ACTION ITEM -
Reproduce the listing below as it stands. Leave out each image.

DATA SUPPLIED -

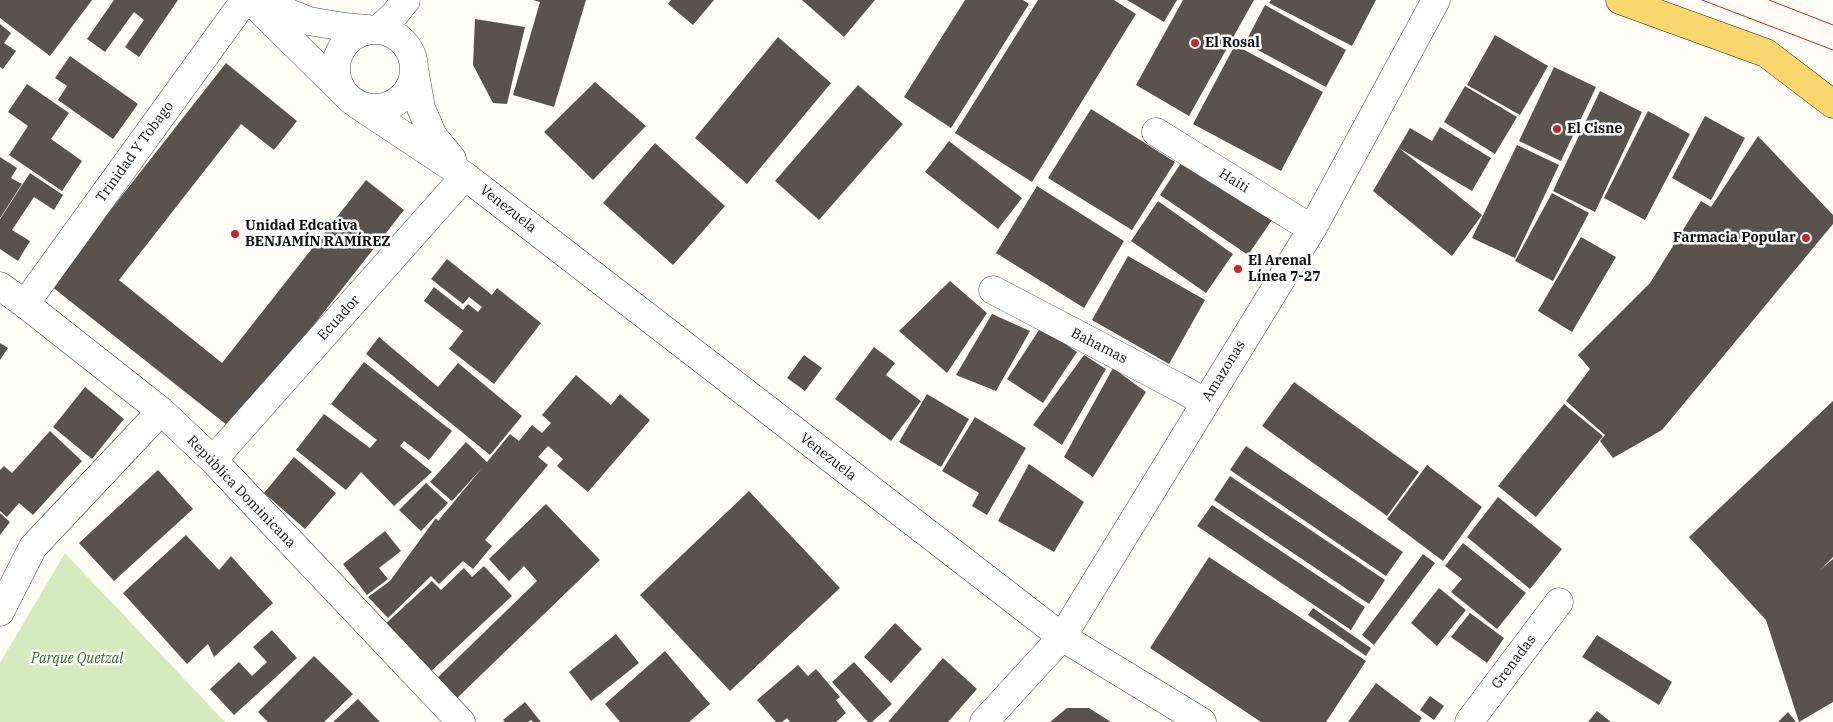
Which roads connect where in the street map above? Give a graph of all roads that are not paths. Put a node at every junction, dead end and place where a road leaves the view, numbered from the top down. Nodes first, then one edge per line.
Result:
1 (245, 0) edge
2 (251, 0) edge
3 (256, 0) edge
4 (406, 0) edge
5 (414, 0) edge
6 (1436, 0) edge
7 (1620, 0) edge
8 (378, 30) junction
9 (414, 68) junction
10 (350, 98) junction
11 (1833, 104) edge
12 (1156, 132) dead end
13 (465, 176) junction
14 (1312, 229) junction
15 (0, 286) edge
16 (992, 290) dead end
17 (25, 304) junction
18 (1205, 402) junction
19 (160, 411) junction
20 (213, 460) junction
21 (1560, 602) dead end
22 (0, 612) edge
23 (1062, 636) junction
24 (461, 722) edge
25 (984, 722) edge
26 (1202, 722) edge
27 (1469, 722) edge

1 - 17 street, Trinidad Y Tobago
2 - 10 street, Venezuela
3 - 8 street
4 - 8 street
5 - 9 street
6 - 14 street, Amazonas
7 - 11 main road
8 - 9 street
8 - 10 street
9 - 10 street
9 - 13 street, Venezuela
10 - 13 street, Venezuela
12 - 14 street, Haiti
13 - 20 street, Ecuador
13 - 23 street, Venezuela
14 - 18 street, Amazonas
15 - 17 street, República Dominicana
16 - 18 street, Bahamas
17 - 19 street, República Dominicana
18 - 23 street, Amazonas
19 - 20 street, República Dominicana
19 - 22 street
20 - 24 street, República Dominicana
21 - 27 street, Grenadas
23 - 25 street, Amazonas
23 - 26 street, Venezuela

RESULT FOR THIS TASK -
Which roads connect where in the street map above? Give a graph of all roads that are not paths. Put a node at every junction, dead end and place where a road leaves the view, numbered from the top down. Nodes first, then one edge per line.
Result:
1 (245, 0) edge
2 (251, 0) edge
3 (256, 0) edge
4 (406, 0) edge
5 (414, 0) edge
6 (1436, 0) edge
7 (1620, 0) edge
8 (378, 30) junction
9 (414, 68) junction
10 (350, 98) junction
11 (1833, 104) edge
12 (1156, 132) dead end
13 (465, 176) junction
14 (1312, 229) junction
15 (0, 286) edge
16 (992, 290) dead end
17 (25, 304) junction
18 (1205, 402) junction
19 (160, 411) junction
20 (213, 460) junction
21 (1560, 602) dead end
22 (0, 612) edge
23 (1062, 636) junction
24 (461, 722) edge
25 (984, 722) edge
26 (1202, 722) edge
27 (1469, 722) edge

1 - 17 street, Trinidad Y Tobago
2 - 10 street, Venezuela
3 - 8 street
4 - 8 street
5 - 9 street
6 - 14 street, Amazonas
7 - 11 main road
8 - 9 street
8 - 10 street
9 - 10 street
9 - 13 street, Venezuela
10 - 13 street, Venezuela
12 - 14 street, Haiti
13 - 20 street, Ecuador
13 - 23 street, Venezuela
14 - 18 street, Amazonas
15 - 17 street, República Dominicana
16 - 18 street, Bahamas
17 - 19 street, República Dominicana
18 - 23 street, Amazonas
19 - 20 street, República Dominicana
19 - 22 street
20 - 24 street, República Dominicana
21 - 27 street, Grenadas
23 - 25 street, Amazonas
23 - 26 street, Venezuela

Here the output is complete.